[Opening Task material section]

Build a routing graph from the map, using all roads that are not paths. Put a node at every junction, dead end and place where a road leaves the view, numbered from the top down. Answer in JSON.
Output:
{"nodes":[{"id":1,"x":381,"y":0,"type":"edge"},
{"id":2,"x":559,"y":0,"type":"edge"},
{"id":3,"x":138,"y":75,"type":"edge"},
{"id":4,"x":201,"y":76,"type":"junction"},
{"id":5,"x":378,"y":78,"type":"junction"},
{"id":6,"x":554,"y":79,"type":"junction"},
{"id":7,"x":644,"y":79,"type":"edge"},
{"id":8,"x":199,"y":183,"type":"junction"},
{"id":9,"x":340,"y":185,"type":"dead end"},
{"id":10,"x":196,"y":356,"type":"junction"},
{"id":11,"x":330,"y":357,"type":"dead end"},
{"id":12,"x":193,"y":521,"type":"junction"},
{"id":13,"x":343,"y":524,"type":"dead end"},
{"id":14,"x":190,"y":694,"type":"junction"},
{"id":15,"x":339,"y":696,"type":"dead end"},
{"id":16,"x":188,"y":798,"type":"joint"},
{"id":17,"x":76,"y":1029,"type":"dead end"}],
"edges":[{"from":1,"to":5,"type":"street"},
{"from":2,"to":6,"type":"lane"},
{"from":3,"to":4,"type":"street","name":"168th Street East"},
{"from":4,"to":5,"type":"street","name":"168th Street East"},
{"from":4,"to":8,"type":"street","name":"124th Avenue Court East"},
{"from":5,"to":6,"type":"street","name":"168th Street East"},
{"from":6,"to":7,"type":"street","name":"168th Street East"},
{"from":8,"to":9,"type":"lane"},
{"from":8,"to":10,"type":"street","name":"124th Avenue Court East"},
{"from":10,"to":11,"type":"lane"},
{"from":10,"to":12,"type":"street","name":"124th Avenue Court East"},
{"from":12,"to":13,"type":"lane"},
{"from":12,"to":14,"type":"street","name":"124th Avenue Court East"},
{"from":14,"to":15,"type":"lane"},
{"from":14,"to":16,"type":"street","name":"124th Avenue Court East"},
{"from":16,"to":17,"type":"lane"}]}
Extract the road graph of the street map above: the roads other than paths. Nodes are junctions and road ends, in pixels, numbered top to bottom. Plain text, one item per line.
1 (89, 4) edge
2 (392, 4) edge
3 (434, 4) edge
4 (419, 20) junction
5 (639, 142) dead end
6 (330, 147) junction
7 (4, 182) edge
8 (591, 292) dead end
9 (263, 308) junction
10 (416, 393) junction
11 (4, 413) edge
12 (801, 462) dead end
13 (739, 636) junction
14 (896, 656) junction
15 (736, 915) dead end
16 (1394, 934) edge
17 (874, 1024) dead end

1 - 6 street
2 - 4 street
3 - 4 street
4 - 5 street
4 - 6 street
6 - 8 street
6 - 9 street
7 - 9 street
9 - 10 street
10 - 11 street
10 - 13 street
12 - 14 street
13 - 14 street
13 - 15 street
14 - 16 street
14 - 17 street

[Closing Task material section]

How to complete this task: Each record should be given again exactly as it reads.

Exercise answer:
Build a routing graph from the map, using all roads that are not paths. Put a node at every junction, dead end and place where a road leaves the view, numbered from the top down. Answer in JSON.
Output:
{"nodes":[{"id":1,"x":381,"y":0,"type":"edge"},
{"id":2,"x":559,"y":0,"type":"edge"},
{"id":3,"x":138,"y":75,"type":"edge"},
{"id":4,"x":201,"y":76,"type":"junction"},
{"id":5,"x":378,"y":78,"type":"junction"},
{"id":6,"x":554,"y":79,"type":"junction"},
{"id":7,"x":644,"y":79,"type":"edge"},
{"id":8,"x":199,"y":183,"type":"junction"},
{"id":9,"x":340,"y":185,"type":"dead end"},
{"id":10,"x":196,"y":356,"type":"junction"},
{"id":11,"x":330,"y":357,"type":"dead end"},
{"id":12,"x":193,"y":521,"type":"junction"},
{"id":13,"x":343,"y":524,"type":"dead end"},
{"id":14,"x":190,"y":694,"type":"junction"},
{"id":15,"x":339,"y":696,"type":"dead end"},
{"id":16,"x":188,"y":798,"type":"joint"},
{"id":17,"x":76,"y":1029,"type":"dead end"}],
"edges":[{"from":1,"to":5,"type":"street"},
{"from":2,"to":6,"type":"lane"},
{"from":3,"to":4,"type":"street","name":"168th Street East"},
{"from":4,"to":5,"type":"street","name":"168th Street East"},
{"from":4,"to":8,"type":"street","name":"124th Avenue Court East"},
{"from":5,"to":6,"type":"street","name":"168th Street East"},
{"from":6,"to":7,"type":"street","name":"168th Street East"},
{"from":8,"to":9,"type":"lane"},
{"from":8,"to":10,"type":"street","name":"124th Avenue Court East"},
{"from":10,"to":11,"type":"lane"},
{"from":10,"to":12,"type":"street","name":"124th Avenue Court East"},
{"from":12,"to":13,"type":"lane"},
{"from":12,"to":14,"type":"street","name":"124th Avenue Court East"},
{"from":14,"to":15,"type":"lane"},
{"from":14,"to":16,"type":"street","name":"124th Avenue Court East"},
{"from":16,"to":17,"type":"lane"}]}
Extract the road graph of the street map above: the roads other than paths. Nodes are junctions and road ends, in pixels, numbered top to bottom. Plain text, one item per line.
1 (89, 4) edge
2 (392, 4) edge
3 (434, 4) edge
4 (419, 20) junction
5 (639, 142) dead end
6 (330, 147) junction
7 (4, 182) edge
8 (591, 292) dead end
9 (263, 308) junction
10 (416, 393) junction
11 (4, 413) edge
12 (801, 462) dead end
13 (739, 636) junction
14 (896, 656) junction
15 (736, 915) dead end
16 (1394, 934) edge
17 (874, 1024) dead end

1 - 6 street
2 - 4 street
3 - 4 street
4 - 5 street
4 - 6 street
6 - 8 street
6 - 9 street
7 - 9 street
9 - 10 street
10 - 11 street
10 - 13 street
12 - 14 street
13 - 14 street
13 - 15 street
14 - 16 street
14 - 17 street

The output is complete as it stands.